COVID-19 Evidence Alerts
from McMaster PLUSTM

Current best evidence for clinical care (more info)

Prognosis Lopez-Leon S, Wegman-Ostrosky T, Perelman C, et al. More than 50 long-term effects of COVID-19: a systematic review and meta-analysis. Sci Rep. 2021 Aug 9;11(1):16144. doi: 10.1038/s41598-021-95565-8.

COVID-19 can involve persistence, sequelae, and other medical complications that last weeks to months after initial recovery. This systematic review and meta-analysis aims to identify studies assessing the long-term effects of COVID-19. LitCOVID and Embase were searched to identify articles with original data published before the 1st of January 2021, with a minimum of 100 patients. For effects reported in two or more studies, meta-analyses using a random-effects model were performed using the MetaXL software to estimate the pooled prevalence with 95% CI. PRISMA guidelines were followed. A total of 18,251 publications were identified, of which 15 met the inclusion criteria. The prevalence of 55 long-term effects was estimated, 21 meta-analyses were performed, and 47,910 patients were included (age 17-87 years). The included studies defined long-COVID as ranging from 14 to 110 days post-viral infection. It was estimated that 80% of the infected patients with SARS-CoV-2 developed one or more long-term symptoms. The five most common symptoms were fatigue (58%), headache (44%), attention disorder (27%), hair loss (25%), and dyspnea (24%). Multi-disciplinary teams are crucial to developing preventive measures, rehabilitation techniques, and clinical management strategies with whole-patient perspectives designed to address long COVID-19 care.

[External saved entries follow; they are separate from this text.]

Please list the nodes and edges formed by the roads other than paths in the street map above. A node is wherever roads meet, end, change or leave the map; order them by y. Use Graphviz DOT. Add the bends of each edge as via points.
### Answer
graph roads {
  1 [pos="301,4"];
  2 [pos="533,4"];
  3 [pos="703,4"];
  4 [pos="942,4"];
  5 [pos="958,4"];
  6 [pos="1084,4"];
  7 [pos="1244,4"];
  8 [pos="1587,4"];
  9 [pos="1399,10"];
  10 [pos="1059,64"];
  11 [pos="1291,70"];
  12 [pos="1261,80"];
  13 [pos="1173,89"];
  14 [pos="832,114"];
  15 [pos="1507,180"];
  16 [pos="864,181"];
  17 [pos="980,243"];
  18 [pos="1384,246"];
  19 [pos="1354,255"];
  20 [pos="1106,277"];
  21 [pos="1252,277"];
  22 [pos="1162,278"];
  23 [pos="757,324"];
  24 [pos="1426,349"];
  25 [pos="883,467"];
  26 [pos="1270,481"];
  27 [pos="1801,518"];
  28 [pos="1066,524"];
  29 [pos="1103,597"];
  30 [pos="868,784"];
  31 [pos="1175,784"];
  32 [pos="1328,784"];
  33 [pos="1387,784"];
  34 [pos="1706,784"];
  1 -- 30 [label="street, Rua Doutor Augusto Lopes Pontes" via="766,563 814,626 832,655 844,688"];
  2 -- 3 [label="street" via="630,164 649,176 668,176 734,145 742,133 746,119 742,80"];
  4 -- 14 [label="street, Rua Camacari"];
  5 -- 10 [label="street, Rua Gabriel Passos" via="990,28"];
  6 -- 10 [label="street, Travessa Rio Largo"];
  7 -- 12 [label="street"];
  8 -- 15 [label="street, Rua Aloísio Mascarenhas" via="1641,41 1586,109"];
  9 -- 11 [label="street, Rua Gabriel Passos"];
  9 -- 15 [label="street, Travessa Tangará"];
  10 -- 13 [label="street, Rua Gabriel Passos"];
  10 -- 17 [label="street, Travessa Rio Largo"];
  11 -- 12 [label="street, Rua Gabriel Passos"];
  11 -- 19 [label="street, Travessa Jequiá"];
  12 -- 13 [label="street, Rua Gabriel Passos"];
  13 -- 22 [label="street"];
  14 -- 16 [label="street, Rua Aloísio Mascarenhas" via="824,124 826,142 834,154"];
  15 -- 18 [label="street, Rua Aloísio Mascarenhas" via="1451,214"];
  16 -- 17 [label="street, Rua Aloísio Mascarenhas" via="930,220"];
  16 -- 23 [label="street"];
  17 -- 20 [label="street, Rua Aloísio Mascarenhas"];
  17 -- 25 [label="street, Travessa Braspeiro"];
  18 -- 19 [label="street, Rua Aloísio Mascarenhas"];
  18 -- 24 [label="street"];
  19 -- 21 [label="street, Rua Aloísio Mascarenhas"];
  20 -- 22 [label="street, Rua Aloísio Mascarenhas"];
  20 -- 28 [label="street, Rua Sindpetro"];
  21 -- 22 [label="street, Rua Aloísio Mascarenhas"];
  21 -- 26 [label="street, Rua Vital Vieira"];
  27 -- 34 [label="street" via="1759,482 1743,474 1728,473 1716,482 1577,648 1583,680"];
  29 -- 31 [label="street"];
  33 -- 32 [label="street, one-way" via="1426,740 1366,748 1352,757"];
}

Discipline / Specialty Area Score
Family Medicine (FM)/General Practice (GP)
General Internal Medicine-Primary Care(US)
Hospital Doctor/Hospitalists
Internal Medicine
Infectious Disease
Comments from MORE raters

General Internal Medicine-Primary Care(US) rater

The risk-benefit ratio with the delta variant seems to trump the side effects.

Infectious Disease rater

Long COVID is a real concern, but it’s not clear how much this article helps deal with it.

Internal Medicine rater

This work is extremely useful to apply to patients who must receive controls after discharge, and to know how symptoms can evolve that are presented or begin to present later.